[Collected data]
• • • •
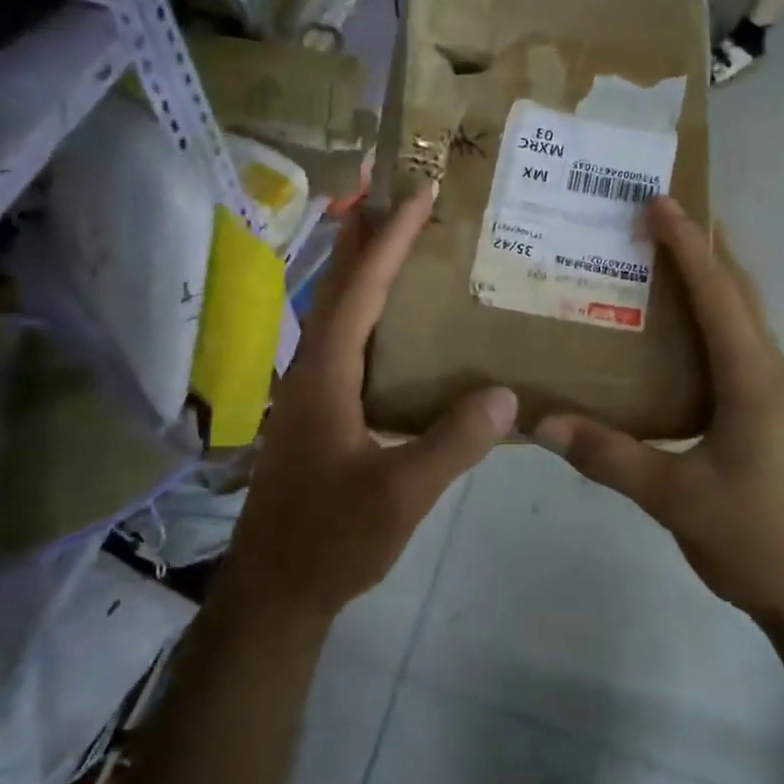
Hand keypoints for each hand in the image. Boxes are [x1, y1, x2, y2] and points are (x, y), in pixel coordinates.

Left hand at [221, 183, 517, 624]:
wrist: (275, 591)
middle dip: (365, 235)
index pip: (361, 290)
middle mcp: (311, 370)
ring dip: (360, 268)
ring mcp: (310, 391)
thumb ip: (453, 444)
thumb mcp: (400, 495)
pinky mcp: (317, 412)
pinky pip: (344, 340)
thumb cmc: (330, 539)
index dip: (391, 239)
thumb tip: (508, 393)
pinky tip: (390, 321)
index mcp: (326, 374)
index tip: (420, 193)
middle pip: (338, 286)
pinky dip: (365, 310)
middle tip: (394, 192)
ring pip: (336, 312)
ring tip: (392, 237)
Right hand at [535, 198, 783, 636]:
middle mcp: (773, 376)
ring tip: (667, 266)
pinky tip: (684, 345)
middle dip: (705, 250)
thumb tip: (540, 422)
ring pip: (747, 323)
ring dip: (714, 286)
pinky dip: (716, 326)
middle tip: (661, 220)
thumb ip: (609, 456)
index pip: (718, 294)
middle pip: (741, 295)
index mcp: (754, 380)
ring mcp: (781, 399)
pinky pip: (744, 352)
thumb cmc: (756, 540)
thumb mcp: (675, 499)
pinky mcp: (777, 421)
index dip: (688, 245)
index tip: (659, 202)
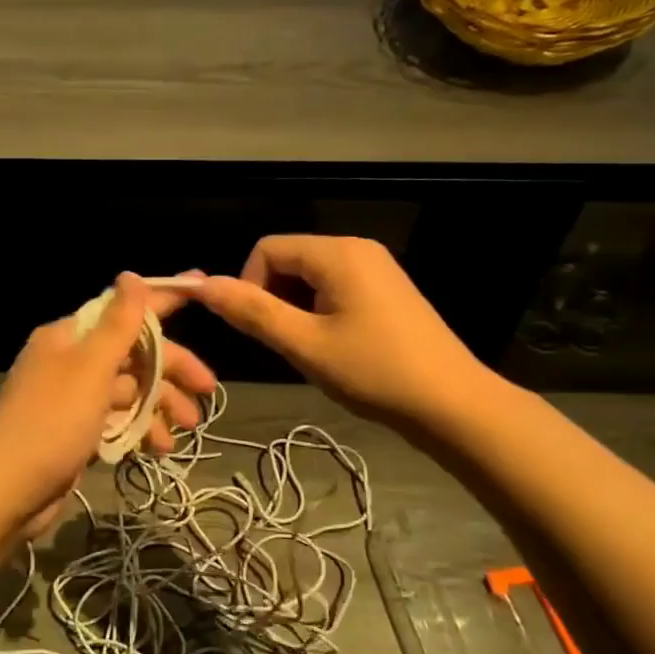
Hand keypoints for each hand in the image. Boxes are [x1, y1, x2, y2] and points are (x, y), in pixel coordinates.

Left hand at [0, 274, 216, 537]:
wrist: (5, 492)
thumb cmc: (51, 423)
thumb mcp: (90, 369)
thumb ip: (117, 325)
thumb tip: (130, 276)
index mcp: (70, 337)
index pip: (124, 309)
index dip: (164, 300)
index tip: (203, 287)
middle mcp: (70, 362)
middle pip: (133, 354)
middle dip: (171, 370)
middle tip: (208, 390)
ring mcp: (73, 400)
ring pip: (129, 391)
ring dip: (160, 405)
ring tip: (187, 430)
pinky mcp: (76, 433)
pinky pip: (118, 421)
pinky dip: (140, 430)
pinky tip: (160, 447)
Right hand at [197, 236, 496, 430]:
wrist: (452, 404)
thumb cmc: (375, 373)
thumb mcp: (305, 345)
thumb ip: (252, 312)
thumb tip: (202, 286)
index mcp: (338, 253)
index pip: (267, 249)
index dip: (248, 285)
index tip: (259, 329)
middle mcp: (357, 249)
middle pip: (289, 259)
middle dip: (273, 298)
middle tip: (287, 344)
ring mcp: (377, 268)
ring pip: (310, 276)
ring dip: (295, 309)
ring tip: (311, 349)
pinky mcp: (387, 290)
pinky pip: (334, 287)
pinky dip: (319, 312)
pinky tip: (334, 347)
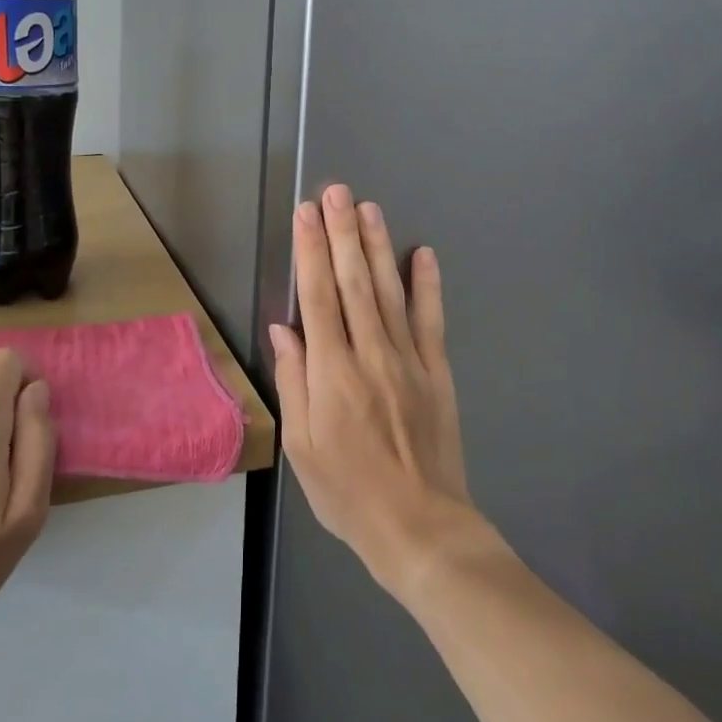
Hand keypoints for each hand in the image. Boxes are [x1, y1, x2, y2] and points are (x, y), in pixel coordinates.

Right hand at [269, 184, 481, 597]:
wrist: (421, 529)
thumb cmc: (349, 493)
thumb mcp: (303, 447)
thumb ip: (294, 381)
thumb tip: (284, 328)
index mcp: (333, 374)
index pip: (318, 298)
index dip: (311, 252)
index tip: (306, 214)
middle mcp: (371, 355)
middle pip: (353, 283)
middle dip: (343, 233)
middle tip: (337, 192)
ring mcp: (409, 360)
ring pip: (389, 292)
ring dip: (377, 247)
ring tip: (368, 208)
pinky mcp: (438, 372)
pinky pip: (431, 320)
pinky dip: (428, 285)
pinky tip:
• • • •
→ Assignment:
What lines above run from the one with "pinky dip: (319, 312)" to the one with "middle dip: (343, 233)"? Give them again exactly, ends included, and leave the pictures out.

→ Response to the task:
pinky dip: (319, 312)
pinky tip: (334, 347)
Hand keypoints for each hand in the image. Boxes are [x1, y1, x2, y2] and points are (x, y), in pixel coordinates.

Right hand at [269, 184, 481, 597]:
wrist: (421, 529)
thumb cmc: (349, 493)
thumb mcp: (303, 447)
thumb ip: (294, 381)
thumb tip: (284, 328)
index mcp: (333, 374)
index pip: (318, 298)
index dip: (311, 252)
index tip: (306, 214)
middle mcp: (371, 355)
middle pip: (353, 283)
middle dip: (343, 233)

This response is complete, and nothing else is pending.